-- Excerpted data follows --

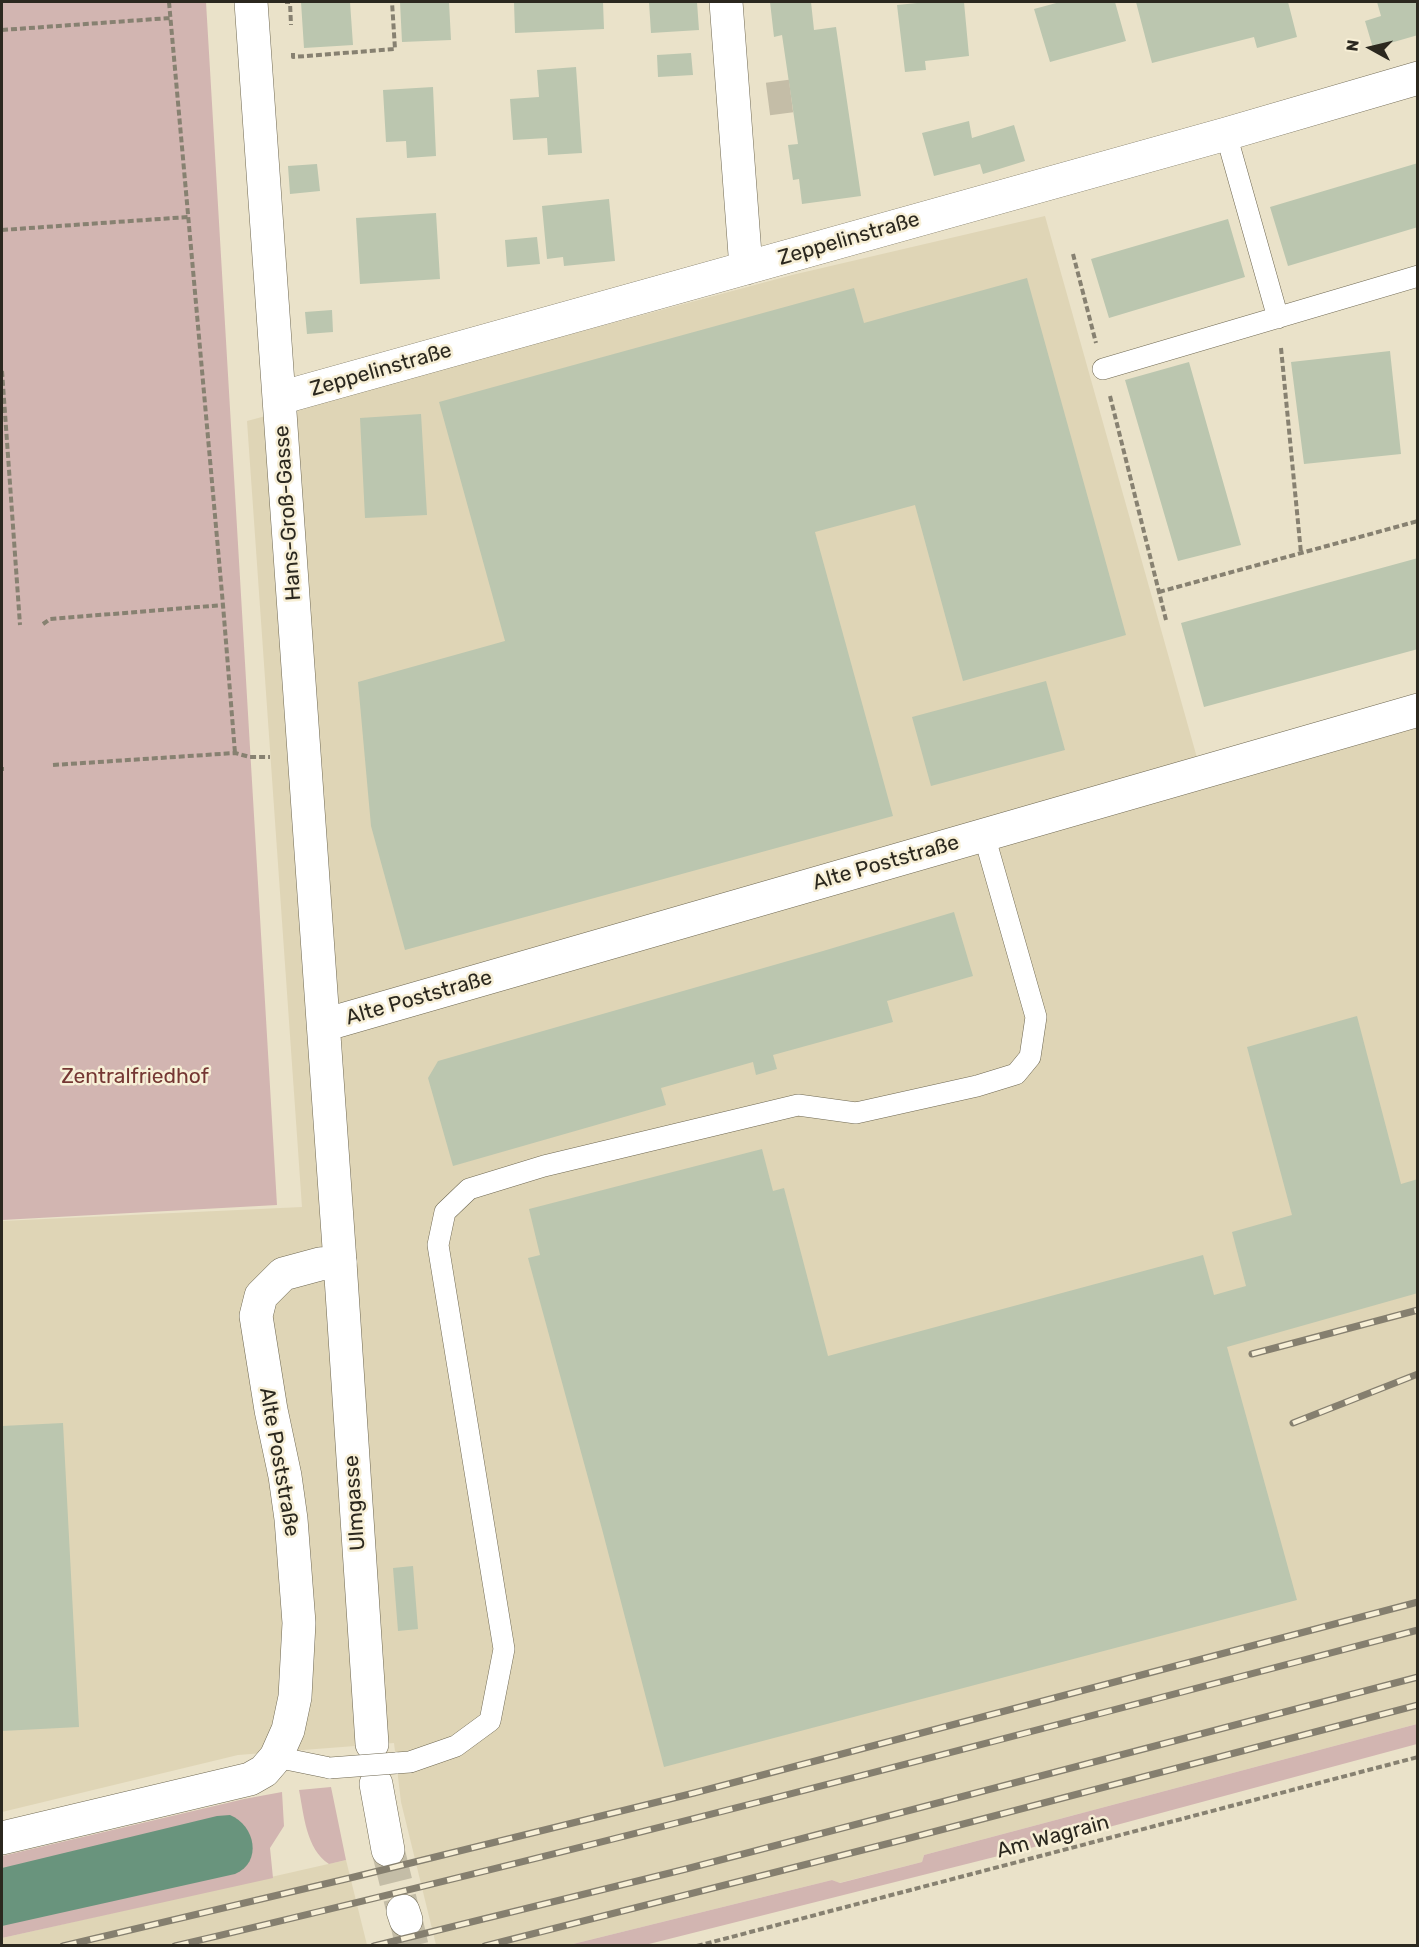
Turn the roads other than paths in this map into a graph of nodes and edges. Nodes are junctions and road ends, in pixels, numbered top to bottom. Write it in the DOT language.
graph roads {
  1 [pos="726,2"];
  2 [pos="251,3"];
  3 [pos="1418,78"];
  4 [pos="1226,134"];
  5 [pos="746,268"];
  6 [pos="1418,276"];
  7 [pos="1278,318"];
  8 [pos="1103,369"];
  9 [pos="280,398"];
  10 [pos="1418,710"];
  11 [pos="984,835"];
  12 [pos="324,1025"];
  13 [pos="340,1262"];
  14 [pos="276,1757"];
  15 [pos="381,1764"];
  16 [pos="2,1838"];
  17 [pos="388,1850"];
  1 -- 5 [label="street"];
  2 -- 9 [label="street, Hans-Groß-Gasse"];
  3 -- 4 [label="street, Zeppelinstraße"];
  4 -- 5 [label="street, Zeppelinstraße"];
  4 -- 7 [label="lane"];
  5 -- 9 [label="street, Zeppelinstraße"];
  6 -- 7 [label="lane"];
  7 -- 8 [label="lane"];
  9 -- 12 [label="street, Hans-Groß-Gasse"];
  10 -- 11 [label="street, Alte Poststraße"];
  11 -- 12 [label="street, Alte Poststraße"];
  11 -- 15 [label="lane"];
  12 -- 13 [label="street, Alte Poststraße"];
  13 -- 14 [label="street, Alte Poststraße"];
  13 -- 15 [label="street, Ulmgasse"];
  14 -- 15 [label="lane, bridge"];
  14 -- 16 [label="street, Alte Poststraße"];
  15 -- 17 [label="street, Ulmgasse"];
}
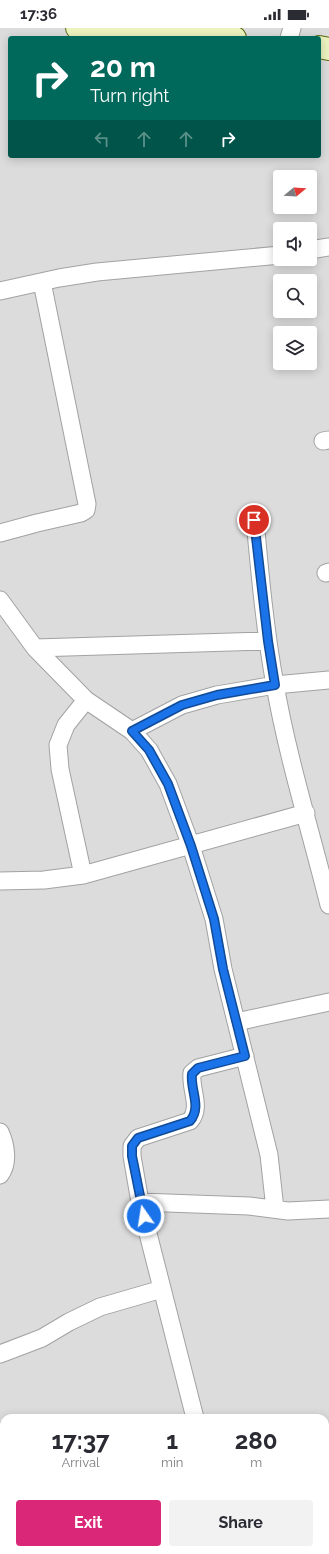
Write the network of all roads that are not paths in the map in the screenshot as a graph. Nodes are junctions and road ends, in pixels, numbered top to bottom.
1 (77, 28) edge
2 (166, 30) edge
3 (218, 36) edge
4 (329, 247) edge
5 (317, 249) edge
6 (273, 255) edge
7 (42, 282) junction
8 (0, 291) edge
9 (254, 520) dead end
10 (0, 533) edge
11 (0, 600) edge
12 (268, 641) junction
13 (36, 648) junction
14 (329, 680) edge
15 (275, 685) junction
16 (86, 700) junction
17 (132, 731) junction
18 (306, 813) junction
19 (191, 846) junction
20 (83, 875) junction
21 (0, 881) edge
22 (329, 905) edge
23 (329, 1002) edge
24 (236, 1022) junction
25 (245, 1056) junction
26 (0, 1132) edge
27 (0, 1175) edge
28 (140, 1202) junction
29 (275, 1209) junction
30 (329, 1209) edge
31 (162, 1289) junction
32 (0, 1354) edge
33 (194, 1414) edge

1 - 2 main road
2 - 3 main road
4 - 5 street
6 - 7 street
7 - 8 street
7 - 10 street
9 - 12 street
11 - 13 street
12 - 13 street
12 - 15 street
13 - 16 street
14 - 15 street
15 - 17 street
15 - 18 street
16 - 17 street
16 - 20 street
17 - 19 street
18 - 19 street
18 - 22 street
19 - 20 street
19 - 24 street
20 - 21 street
23 - 24 street
24 - 25 street
25 - 28 street
25 - 29 street
26 - 27 street
28 - 29 street
28 - 31 street
29 - 30 street
31 - 32 street
31 - 33 street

-- Excerpted data concluded --

How to complete this task => Every line of the listing that includes the word "Hans" forms the answer.

Completed task =>
  2 -- 9 [label="street, Hans-Groß-Gasse"];
  9 -- 12 [label="street, Hans-Groß-Gasse"];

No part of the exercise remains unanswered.